Studio album by Arcturus
- Released: 22 April 2002
- Recorded: 2000–2002
- Genre: Progressive metal, avant-garde metal, symphonic black metal
- Length: 43:13
- Label: Ad Astra Enterprises

Arcturus chronology
| La Masquerade Infernale (1997) | The Sham Mirrors (2002) | Sideshow Symphonies (2005) |

= The Sham Mirrors =

The Sham Mirrors is the third studio album by Norwegian avant-garde metal band Arcturus. It was released on 9 April 2002.

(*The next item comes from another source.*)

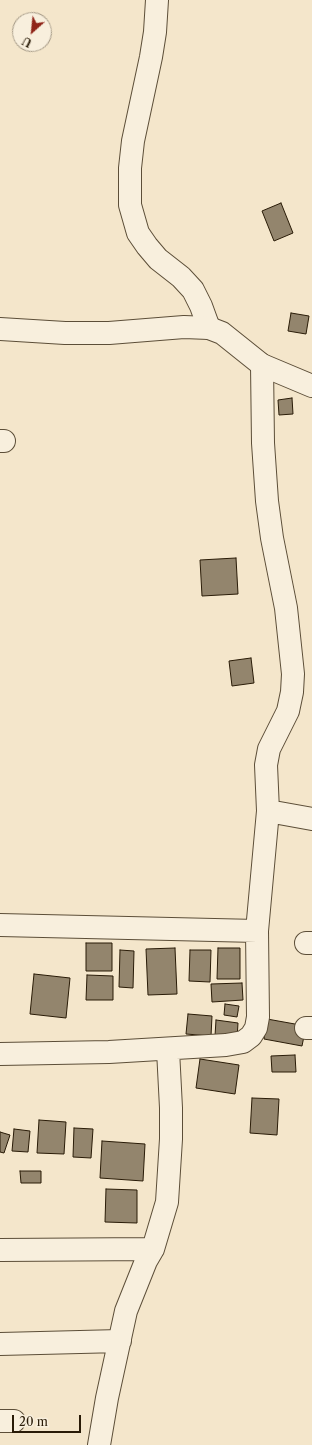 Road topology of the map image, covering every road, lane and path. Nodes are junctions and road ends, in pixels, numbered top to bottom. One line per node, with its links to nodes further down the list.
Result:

The album is a departure from the band's previous albums, featuring a much more modern, space-influenced sound, as opposed to the layered, classical melodies of 1997's La Masquerade Infernale. The album contains elements of trip hop, ambient music and electronica in addition to the band's usual progressive black metal sound. Lyrically, the album deals with abstract science fiction-themed subjects, a stark contrast to the theatrical and Satanic lyrics of the band's earlier work. The album cover depicts a model drawing of the upper part of the Apollo spaceship.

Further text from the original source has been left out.